━━━━━ Recorded data ━━━━━

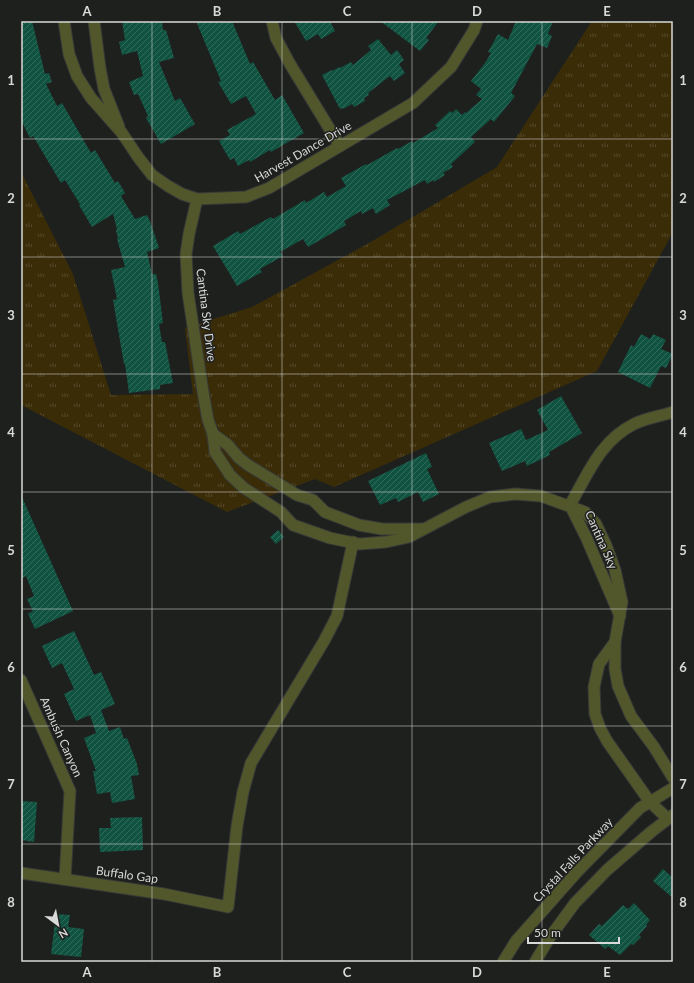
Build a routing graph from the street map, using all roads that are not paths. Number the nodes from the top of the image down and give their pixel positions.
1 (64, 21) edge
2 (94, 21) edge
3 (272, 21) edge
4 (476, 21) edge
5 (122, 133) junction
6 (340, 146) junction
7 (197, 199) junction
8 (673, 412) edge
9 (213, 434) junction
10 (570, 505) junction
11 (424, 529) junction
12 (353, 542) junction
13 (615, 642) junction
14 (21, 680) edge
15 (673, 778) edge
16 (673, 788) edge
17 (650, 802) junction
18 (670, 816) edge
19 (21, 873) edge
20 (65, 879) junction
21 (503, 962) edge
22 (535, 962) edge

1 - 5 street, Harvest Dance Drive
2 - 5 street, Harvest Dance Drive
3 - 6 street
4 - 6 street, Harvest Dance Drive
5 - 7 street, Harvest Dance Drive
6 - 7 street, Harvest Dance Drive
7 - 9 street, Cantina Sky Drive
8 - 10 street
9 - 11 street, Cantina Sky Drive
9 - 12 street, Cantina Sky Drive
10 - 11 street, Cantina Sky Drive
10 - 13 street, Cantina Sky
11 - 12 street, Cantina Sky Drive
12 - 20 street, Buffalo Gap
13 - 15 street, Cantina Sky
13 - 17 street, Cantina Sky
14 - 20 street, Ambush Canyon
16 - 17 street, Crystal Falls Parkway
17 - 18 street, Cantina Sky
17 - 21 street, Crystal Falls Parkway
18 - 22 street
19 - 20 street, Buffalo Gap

━━━━━

● **Exercise requirements**: Output the data exactly as it is, with the pictures dropped.

● **Task output**:
Build a routing graph from the street map, using all roads that are not paths. Number the nodes from the top of the image down and give their pixel positions.
1 (64, 21) edge
2 (94, 21) edge
3 (272, 21) edge
4 (476, 21) edge
5 (122, 133) junction
6 (340, 146) junction
7 (197, 199) junction
8 (673, 412) edge
9 (213, 434) junction
10 (570, 505) junction
11 (424, 529) junction
12 (353, 542) junction
13 (615, 642) junction
14 (21, 680) edge
15 (673, 778) edge
16 (673, 788) edge
17 (650, 802) junction
18 (670, 816) edge
19 (21, 873) edge
20 (65, 879) junction
21 (503, 962) edge
22 (535, 962) edge

1 - 5 street, Harvest Dance Drive
2 - 5 street, Harvest Dance Drive
3 - 6 street
4 - 6 street, Harvest Dance Drive
5 - 7 street, Harvest Dance Drive
6 - 7 street, Harvest Dance Drive
7 - 9 street, Cantina Sky Drive
8 - 10 street
9 - 11 street, Cantina Sky Drive
9 - 12 street, Cantina Sky Drive
10 - 11 street, Cantina Sky Drive
10 - 13 street, Cantina Sky
11 - 12 street, Cantina Sky Drive
12 - 20 street, Buffalo Gap
13 - 15 street, Cantina Sky
13 - 17 street, Cantina Sky
14 - 20 street, Ambush Canyon
16 - 17 street, Crystal Falls Parkway
17 - 18 street, Cantina Sky
17 - 21 street, Crystal Falls Parkway
18 - 22 street
19 - 20 street, Buffalo Gap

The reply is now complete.